Thread: a question
View Single Post
  #7 (permalink)   Report Post  
Posted to rec.food.historic
Brian Mailman[_1_] Brian Mailman[_1_] is offline
external usenet poster
 
Posts: 988
Default a question

Jean B. wrote:
> Jack Campin - bogus address wrote:
>>> I am working on a bibliography (well, several, but right now one in
>>> particular). My main interest (for this, anyway) is US cookery. The
>>> question is what is a reasonable cut-off for European cookbooks as
>>> part of this.
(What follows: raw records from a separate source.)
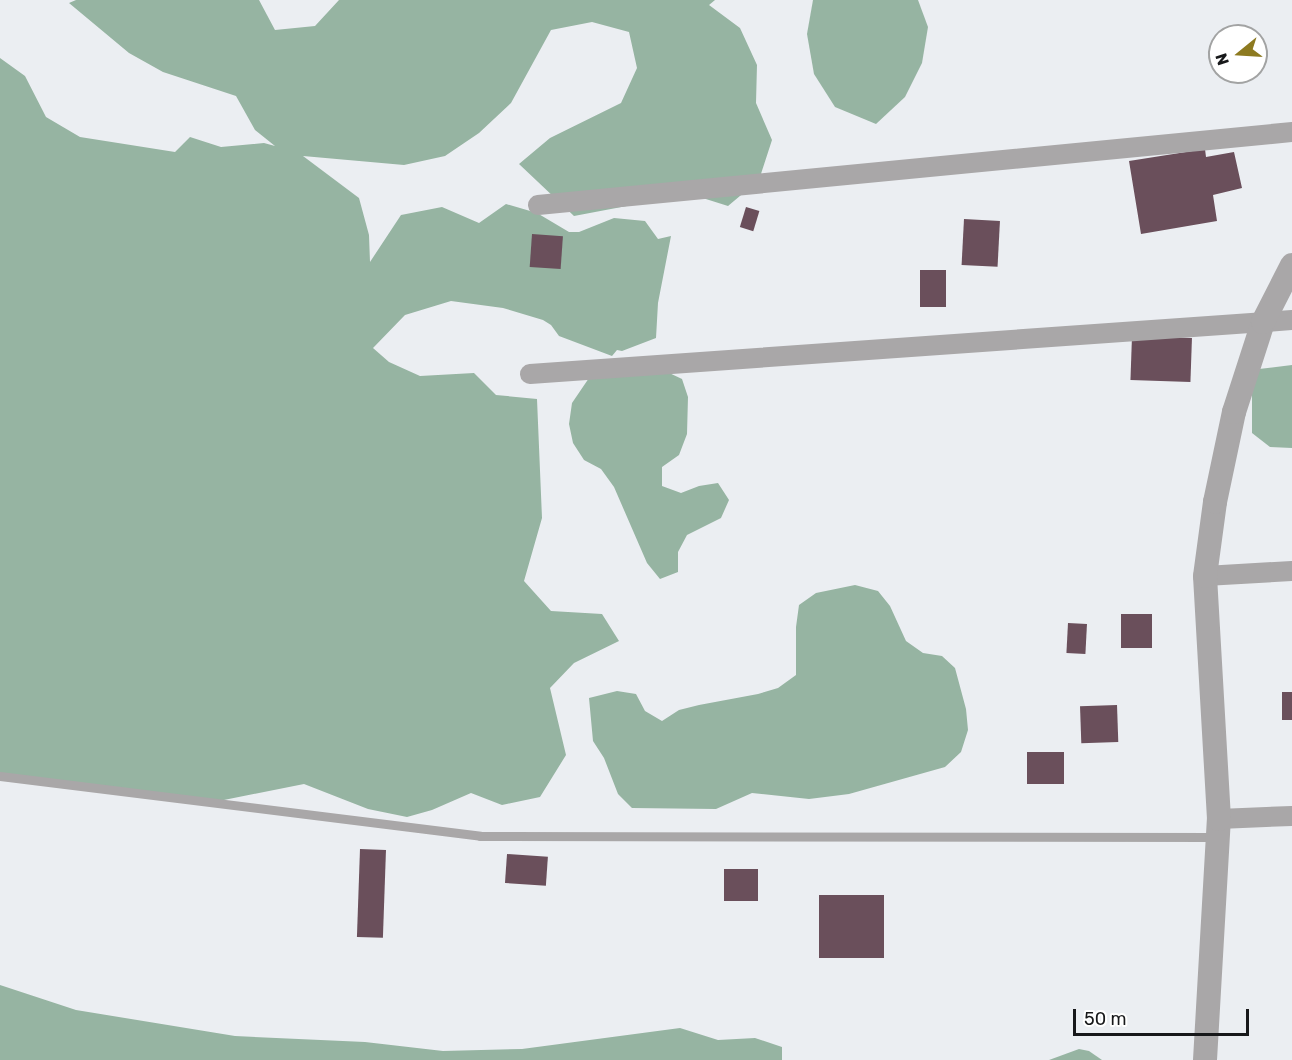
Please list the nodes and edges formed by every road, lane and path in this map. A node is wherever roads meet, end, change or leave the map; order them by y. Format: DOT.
graph roads {
  1 [pos="1292,132"];
  2 [pos="538,205"];
  3 [pos="1292,265"];
  4 [pos="1292,320"];
  5 [pos="1263,322"];
  6 [pos="530,374"];
  7 [pos="1292,571"];
  8 [pos="1205,576"];
  9 [pos="0,776"];
  10 [pos="1292,816"];
  11 [pos="1219,828"];
  12 [pos="1204,1060"];
  1 -- 2 [label="street"];
  3 -- 5 [label="street"];
  4 -- 5 [label="street"];
  5 -- 6 [label="street"];
  5 -- 8 [label="street"];
  7 -- 8 [label="street"];
  8 -- 11 [label="street"];
  9 -- 11 [label="lane"];
  10 -- 11 [label="street"];
  11 -- 12 [label="street"];
}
Obviously, folks brought European cookbooks to this
>>> country, and some of the European cookbooks were reprinted here (or
>>> there were new, somewhat modified editions for this country). When
>>> did such cookbooks stop being a significant factor in US cookery
>>> (aside from the obvious heritage aspect of recipes in general)?

>>
>> I can't see many European countries managing to produce cookbooks for
>> the American market during WW1, so perhaps then?
>>
>> Maybe you could look at adverts in newspapers to see what cookbooks
>> were being promoted?

>
> Oh dear! That would be much later than I was thinking. And since
> I posed the question and got few responses, I found myself
> thinking of the 1850s, when several American cooking tomes were
> published.


I b'lieve the tide turned at the time of the publication of The Fanny
Farmer Cookbook. Wasn't she the one that standardized measures, and is
why the US measures by volume and Europe goes by weight?